***** Data extracts
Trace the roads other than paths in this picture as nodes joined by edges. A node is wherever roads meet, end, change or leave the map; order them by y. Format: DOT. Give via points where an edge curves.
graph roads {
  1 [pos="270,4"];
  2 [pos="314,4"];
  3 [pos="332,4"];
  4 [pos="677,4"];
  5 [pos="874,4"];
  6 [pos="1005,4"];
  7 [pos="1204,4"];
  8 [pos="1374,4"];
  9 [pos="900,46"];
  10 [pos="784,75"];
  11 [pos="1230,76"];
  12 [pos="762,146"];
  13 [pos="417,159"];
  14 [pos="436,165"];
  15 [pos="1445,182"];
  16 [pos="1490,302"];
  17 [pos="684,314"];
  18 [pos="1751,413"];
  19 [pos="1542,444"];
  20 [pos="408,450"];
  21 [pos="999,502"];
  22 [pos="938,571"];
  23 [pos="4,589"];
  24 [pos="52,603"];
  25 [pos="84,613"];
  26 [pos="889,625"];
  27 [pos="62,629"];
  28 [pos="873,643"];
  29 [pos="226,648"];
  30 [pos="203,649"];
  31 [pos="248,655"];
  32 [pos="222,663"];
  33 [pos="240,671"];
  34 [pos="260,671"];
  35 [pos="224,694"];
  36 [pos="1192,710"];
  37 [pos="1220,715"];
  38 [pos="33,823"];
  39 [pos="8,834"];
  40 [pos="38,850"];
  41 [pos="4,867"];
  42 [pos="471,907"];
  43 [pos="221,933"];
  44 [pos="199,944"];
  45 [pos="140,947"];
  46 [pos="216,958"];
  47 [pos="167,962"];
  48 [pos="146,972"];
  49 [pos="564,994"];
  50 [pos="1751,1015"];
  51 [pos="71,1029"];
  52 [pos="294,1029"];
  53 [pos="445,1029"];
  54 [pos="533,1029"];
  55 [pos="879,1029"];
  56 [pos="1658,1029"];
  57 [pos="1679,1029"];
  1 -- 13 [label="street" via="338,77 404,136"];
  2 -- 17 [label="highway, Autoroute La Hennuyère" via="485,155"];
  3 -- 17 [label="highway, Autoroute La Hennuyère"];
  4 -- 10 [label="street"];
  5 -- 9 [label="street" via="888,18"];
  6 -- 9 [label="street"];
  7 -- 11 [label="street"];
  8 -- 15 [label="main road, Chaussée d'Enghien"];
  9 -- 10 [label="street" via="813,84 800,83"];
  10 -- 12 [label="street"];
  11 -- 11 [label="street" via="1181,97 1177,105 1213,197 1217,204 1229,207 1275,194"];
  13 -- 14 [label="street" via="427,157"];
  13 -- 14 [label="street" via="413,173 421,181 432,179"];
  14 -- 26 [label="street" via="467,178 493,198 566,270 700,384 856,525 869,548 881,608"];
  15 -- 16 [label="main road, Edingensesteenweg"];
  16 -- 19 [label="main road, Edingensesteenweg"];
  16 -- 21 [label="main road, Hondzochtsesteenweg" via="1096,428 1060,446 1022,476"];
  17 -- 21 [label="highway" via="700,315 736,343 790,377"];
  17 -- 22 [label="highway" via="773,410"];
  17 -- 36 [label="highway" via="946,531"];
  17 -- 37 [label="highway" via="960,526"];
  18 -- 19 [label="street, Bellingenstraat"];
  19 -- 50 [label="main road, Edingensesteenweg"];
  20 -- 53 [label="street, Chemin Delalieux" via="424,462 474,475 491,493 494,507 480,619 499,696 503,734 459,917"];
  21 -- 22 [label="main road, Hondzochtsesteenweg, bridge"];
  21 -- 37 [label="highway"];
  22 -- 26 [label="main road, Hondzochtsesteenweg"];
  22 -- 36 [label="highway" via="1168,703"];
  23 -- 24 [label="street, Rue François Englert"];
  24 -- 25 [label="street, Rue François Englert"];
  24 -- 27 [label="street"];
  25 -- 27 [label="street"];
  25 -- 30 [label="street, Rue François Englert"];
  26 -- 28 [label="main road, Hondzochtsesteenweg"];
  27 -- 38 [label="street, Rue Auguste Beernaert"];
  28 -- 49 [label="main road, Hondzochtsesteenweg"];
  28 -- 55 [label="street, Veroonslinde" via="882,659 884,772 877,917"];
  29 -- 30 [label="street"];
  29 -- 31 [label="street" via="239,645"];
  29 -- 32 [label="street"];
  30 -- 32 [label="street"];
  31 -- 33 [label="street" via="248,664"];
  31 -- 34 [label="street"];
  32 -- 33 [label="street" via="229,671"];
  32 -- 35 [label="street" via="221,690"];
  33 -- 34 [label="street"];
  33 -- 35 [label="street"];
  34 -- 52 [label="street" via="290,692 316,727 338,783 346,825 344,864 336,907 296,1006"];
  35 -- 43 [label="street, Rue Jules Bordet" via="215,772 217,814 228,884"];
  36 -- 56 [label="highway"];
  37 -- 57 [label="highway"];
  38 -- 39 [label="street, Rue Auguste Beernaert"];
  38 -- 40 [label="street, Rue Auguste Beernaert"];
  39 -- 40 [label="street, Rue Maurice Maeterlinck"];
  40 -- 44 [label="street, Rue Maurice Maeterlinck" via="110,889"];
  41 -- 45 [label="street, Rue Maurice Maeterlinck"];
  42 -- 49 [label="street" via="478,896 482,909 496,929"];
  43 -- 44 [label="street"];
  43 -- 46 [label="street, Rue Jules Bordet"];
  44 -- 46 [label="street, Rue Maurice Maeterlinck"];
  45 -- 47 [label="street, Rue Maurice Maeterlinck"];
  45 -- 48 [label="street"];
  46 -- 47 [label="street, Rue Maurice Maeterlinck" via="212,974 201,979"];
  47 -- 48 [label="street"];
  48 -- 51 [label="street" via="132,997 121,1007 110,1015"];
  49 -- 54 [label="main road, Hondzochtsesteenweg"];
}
**********
• What you need to do: Please return all of the entries shown above, exactly as they stand.

• Result of this exercise:
Trace the roads other than paths in this picture as nodes joined by edges. A node is wherever roads meet, end, change or leave the map; order them by y. Format: DOT. Give via points where an edge curves.
graph roads {
  1 [pos="270,4"];
  2 [pos="314,4"];
  3 [pos="332,4"];
  4 [pos="677,4"];
  5 [pos="874,4"];
  6 [pos="1005,4"];
  7 [pos="1204,4"];
  8 [pos="1374,4"];
  9 [pos="900,46"];
  10 [pos="784,75"];
  11 [pos="1230,76"];
  12 [pos="762,146"];
  13 [pos="417,159"];
  14 [pos="436,165"];
  15 [pos="1445,182"];
  16 [pos="1490,302"];
  17 [pos="684,314"];
  18 [pos="1751,413"];
  19 [pos="1542,444"];
  20 [pos="408,450"];
  21 [pos="999,502"];
  22 [pos="938,571"];
  23 [pos="4,589"];
  24 [pos="52,603"];
  25 [pos="84,613"];
  26 [pos="889,625"];
  27 [pos="62,629"];
  28 [pos="873,643"];
  29 [pos="226,648"];
  30 [pos="203,649"];
  31 [pos="248,655"];
  32 [pos="222,663"];
  33 [pos="240,671"];
  34 [pos="260,671"];
  35 [pos="224,694"];
  36 [pos="1192,710"];
  37 [pos="1220,715"];
  38 [pos="33,823"];
  39 [pos="8,834"];
  40 [pos="38,850"];
  41 [pos="4,867"];
  42 [pos="471,907"];
  43 [pos="221,933"];
  44 [pos="199,944"];
  45 [pos="140,947"];
  46 [pos="216,958"];
  47 [pos="167,962"];
  48 [pos="146,972"];
  49 [pos="564,994"];
  50 [pos="1751,1015"];
  51 [pos="71,1029"];
  52 [pos="294,1029"];
  53 [pos="445,1029"];
  54 [pos="533,1029"];
  55 [pos="879,1029"];
  56 [pos="1658,1029"];
  57 [pos="1679,1029"];
  1 -- 13 [label="street" via="338,77 404,136"];
  2 -- 17 [label="highway, Autoroute La Hennuyère" via="485,155"];
  3 -- 17 [label="highway, Autoroute La Hennuyère"];
  4 -- 10 [label="street"];
  5 -- 9 [label="street" via="888,18"];
  6 -- 9 [label="street"];
  7 -- 11 [label="street"];
  8 -- 15 [label="main road, Chaussée d'Enghien"];
  9 -- 10 [label="street" via="813,84 800,83"];
  10 -- 12 [label="street"];
  11 -- 11 [label="street" via="1181,97 1177,105 1213,197 1217,204 1229,207 1275,194"];
  13 -- 14 [label="street" via="427,157"];
  13 -- 14 [label="street" via="413,173 421,181 432,179"];
  14 -- 26 [label="street" via="467,178 493,198 566,270 700,384 856,525 869,548 881,608"];
  15 -- 16 [label="main road, Edingensesteenweg"];
  16 -- 19 [label="main road, Edingensesteenweg"];
  16 -- 21 [label="main road, Hondzochtsesteenweg" via="1096,428 1060,446 1022,476"];
  17 -- 21 [label="highway" via="700,315 736,343 790,377"];
  17 -- 22 [label="highway" via="773,410"];
  17 -- 36 [label="highway" via="946,531"];
  17 -- 37 [label="highway" via="960,526"];
  18 -- 19 [label="street, Bellingenstraat"];
  19 -- 50 [label="main road, Edingensesteenweg"];
  20 -- 53 [label="street, Chemin Delalieux" via="424,462 474,475 491,493 494,507 480,619 499,696 503,734 459,917"];
  21 -- 22 [label="main road, Hondzochtsesteenweg, bridge"];
  21 -- 37 [label="highway"];
  22 -- 26 [label="main road, Hondzochtsesteenweg"];
  22 -- 36 [label="highway" via="1168,703"];
  23 -- 24 [label="street, Rue François Englert"];
  24 -- 25 [label="street, Rue François Englert"];
  24 -- 27 [label="street"];
  25 -- 27 [label="street"];
  25 -- 30 [label="street, Rue François Englert"];
  26 -- 28 [label="main road, Hondzochtsesteenweg"];
  27 -- 38 [label="street, Rue Auguste Beernaert"];
  28 -- 49 [label="main road, Hondzochtsesteenweg"];
  28 -- 55 [label="street, Veroonslinde" via="882,659 884,772 877,917"];
  29 -- 30 [label="street"];
  29 -- 31 [label="street" via="239,645"];
  29 -- 32 [label="street"];
  30 -- 32 [label="street"];
  31 -- 33 [label="street" via="248,664"];
  31 -- 34 [label="street"];
  32 -- 33 [label="street" via="229,671"];
  32 -- 35 [label="street" via="221,690"];
  33 -- 34 [label="street"];
  33 -- 35 [label="street"];
  34 -- 52 [label="street" via="290,692 316,727 338,783 346,825 344,864 336,907 296,1006"];
  35 -- 43 [label="street, Rue Jules Bordet" via="215,772 217,814 228,884"];
  36 -- 56 [label="highway"];
  37 -- 57 [label="highway"];
  38 -- 39 [label="street, Rue Auguste Beernaert"];
  38 -- 40 [label="street, Rue Auguste Beernaert"];
  39 -- 40 [label="street, Rue Maurice Maeterlinck"];
  40 -- 44 [label="street, Rue Maurice Maeterlinck" via="110,889"];
  41 -- 45 [label="street, Rue Maurice Maeterlinck"];
  42 -- 49 [label="street" via="478,896 482,909 496,929"];
  43 -- 44 [label="street"];
  43 -- 46 [label="street, Rue Jules Bordet"];
  44 -- 46 [label="street, Rue Maurice Maeterlinck"];
  45 -- 47 [label="street, Rue Maurice Maeterlinck"];
  45 -- 48 [label="street"];
  46 -- 47 [label="street, Rue Maurice Maeterlinck" via="212,974 201,979"];
  47 -- 48 [label="street"];
  48 -- 51 [label="street" via="132,997 121,1007 110,1015"];
  49 -- 54 [label="main road, Hondzochtsesteenweg"];
}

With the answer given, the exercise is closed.